--- Record set ---
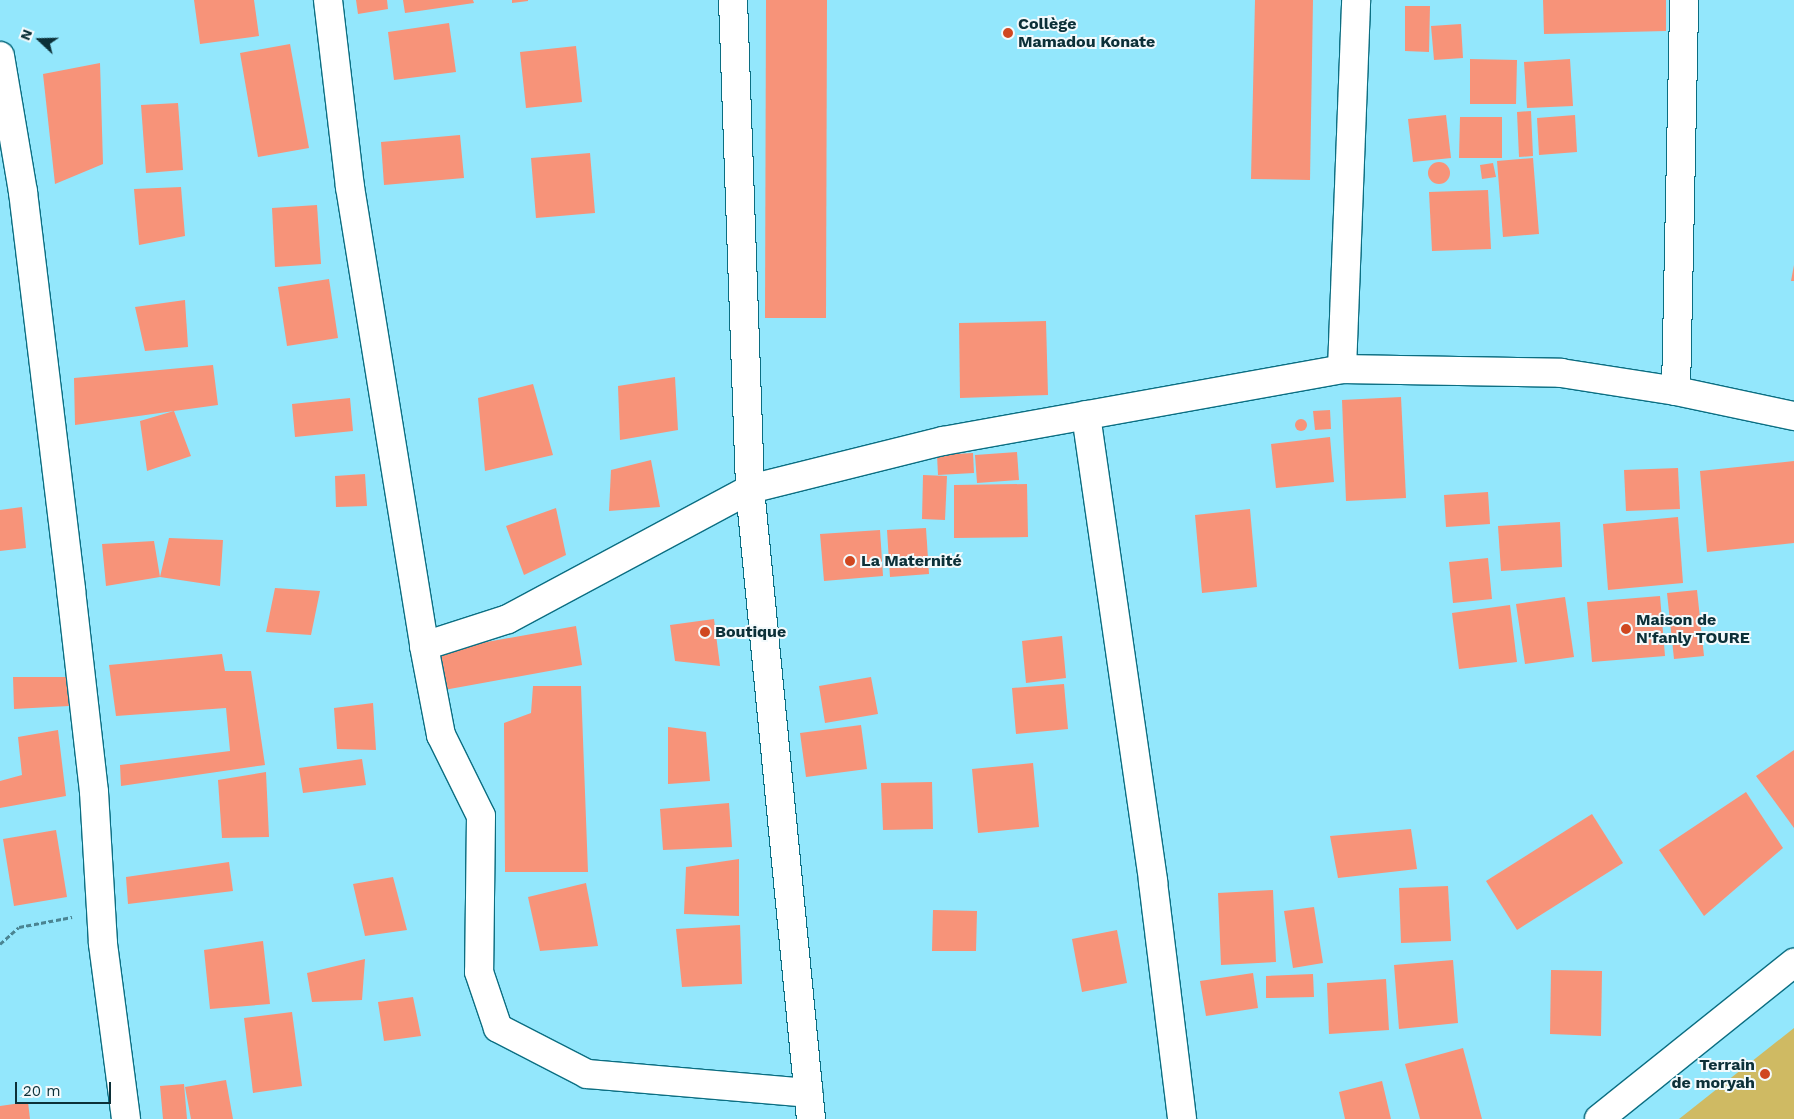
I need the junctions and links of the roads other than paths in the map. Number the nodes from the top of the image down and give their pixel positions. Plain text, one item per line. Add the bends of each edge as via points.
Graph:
1 (328, 0) edge
2 (733, 0) edge
3 (1356, 0) edge
4 (1684, 0) edge
5 (0, 56) edge
6 (1342, 369) junction
7 (1676, 391) junction
8 (1086, 415) junction
9 (1794, 416) edge
10 (750, 489) junction
11 (424, 646) junction
12 (1794, 963) edge
13 (810, 1106) edge
14 (126, 1119) edge
15 (1182, 1119) edge
16 (1599, 1119) edge

1 - 11 street via 350,187
2 - 10 street
3 - 6 street
4 - 7 street
5 - 14 street via 23,192 70,581 94,792 101,912
6 - 7 street via 1561,373
6 - 8 street
7 - 9 street
8 - 10 street via 943,441
8 - 15 street via 1152,872
10 - 11 street via 508,619
10 - 13 street
11 - 13 street via 441,735 481,816 479,972 498,1028 587,1074
12 - 16 street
---
§ **Work order**
Repeat each entry above exactly, passing over any images.

§ **Solution to this problem**
I need the junctions and links of the roads other than paths in the map. Number the nodes from the top of the image down and give their pixel positions. Plain text, one item per line. Add the bends of each edge as via points.
Graph:
1 (328, 0) edge
2 (733, 0) edge
3 (1356, 0) edge
4 (1684, 0) edge
5 (0, 56) edge
6 (1342, 369) junction
7 (1676, 391) junction
8 (1086, 415) junction
9 (1794, 416) edge
10 (750, 489) junction
11 (424, 646) junction
12 (1794, 963) edge
13 (810, 1106) edge
14 (126, 1119) edge
15 (1182, 1119) edge
16 (1599, 1119) edge

1 - 11 street via 350,187
2 - 10 street
3 - 6 street
4 - 7 street
5 - 14 street via 23,192 70,581 94,792 101,912
6 - 7 street via 1561,373
6 - 8 street
7 - 9 street
8 - 10 street via 943,441
8 - 15 street via 1152,872
10 - 11 street via 508,619
10 - 13 street
11 - 13 street via 441,735 481,816 479,972 498,1028 587,1074
12 - 16 street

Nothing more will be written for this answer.